Em 10 de Novembro de 1918 o II Reich foi substituído pela República na Alemanha e no mesmo dia de 1923, fracassou a conspiração na Cervejaria de Munique liderada por Hitler e Ludendorff. Em 1938, faz hoje 77 anos, foi a Reichskristallnacht ou somente Kristallnacht. Traduz-se por Noite de Cristal  – devia talvez traduzir-se por “Noite dos vidros” (ou montras), pois na noite de 9 para 10, pelas cidades alemãs e austríacas perpassou um furacão de violência nazi que partiu as montras das lojas judaicas, destruiu sinagogas, invadiu residências, espancou e matou cidadãos hebraicos. O assassínio de Ernst von Rath, em Paris, por Herschel Grynszpan, um judeu polaco, serviu de pretexto.

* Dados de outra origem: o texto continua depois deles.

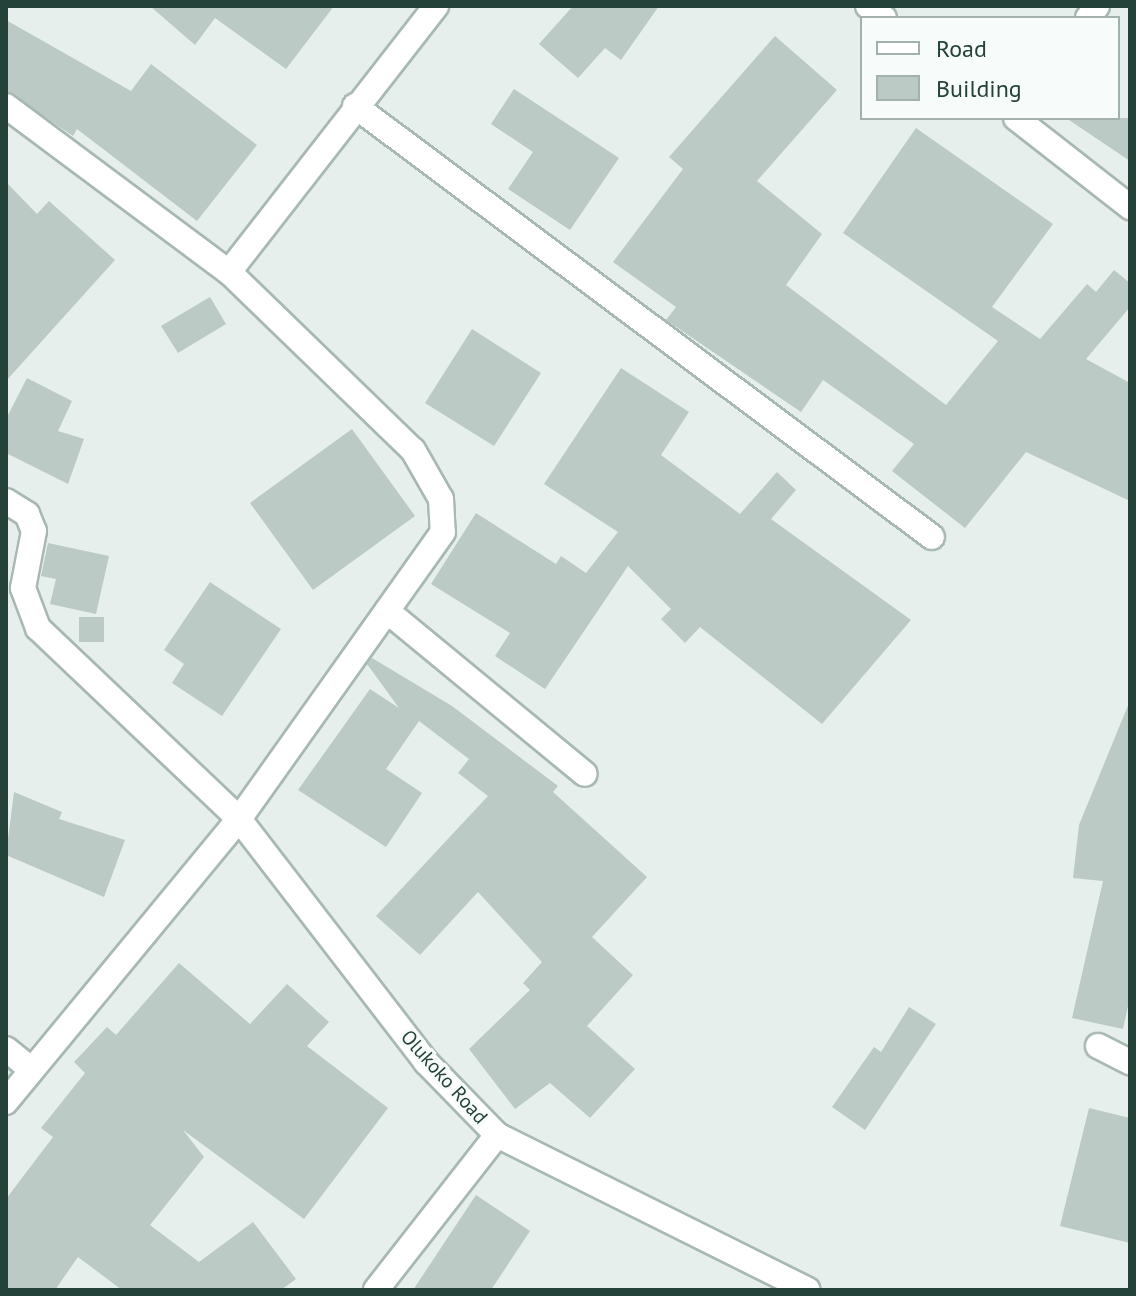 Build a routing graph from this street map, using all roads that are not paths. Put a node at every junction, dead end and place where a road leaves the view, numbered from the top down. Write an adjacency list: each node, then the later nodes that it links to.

Em Lisboa, hoje há manifestações – uma de apoio ao inqualificável bando que ocupa as cadeiras do poder e outra de júbilo pela assinatura do acordo entre os partidos que se reivindicam da esquerda que, segundo tudo indica, irá formar um novo Governo. A moral destas histórias é a de que coincidem na data de hoje factos de gravidade diferente, mas com uma conclusão única – a estrutura social que 1789 nos trouxe, começou a colapsar no dia em que foi criada e só uma Revolução que organize a «aldeia global» em novos moldes (revolucionários – sem dinheiro, sem o conceito mercantil de lucro, baseando a economia num sistema limpo das tradições de exploração que nos acompanham desde tempos imemoriais). O acordo da esquerda nada tem a ver com essa revolução.

Mas nem por isso deixamos de o saudar.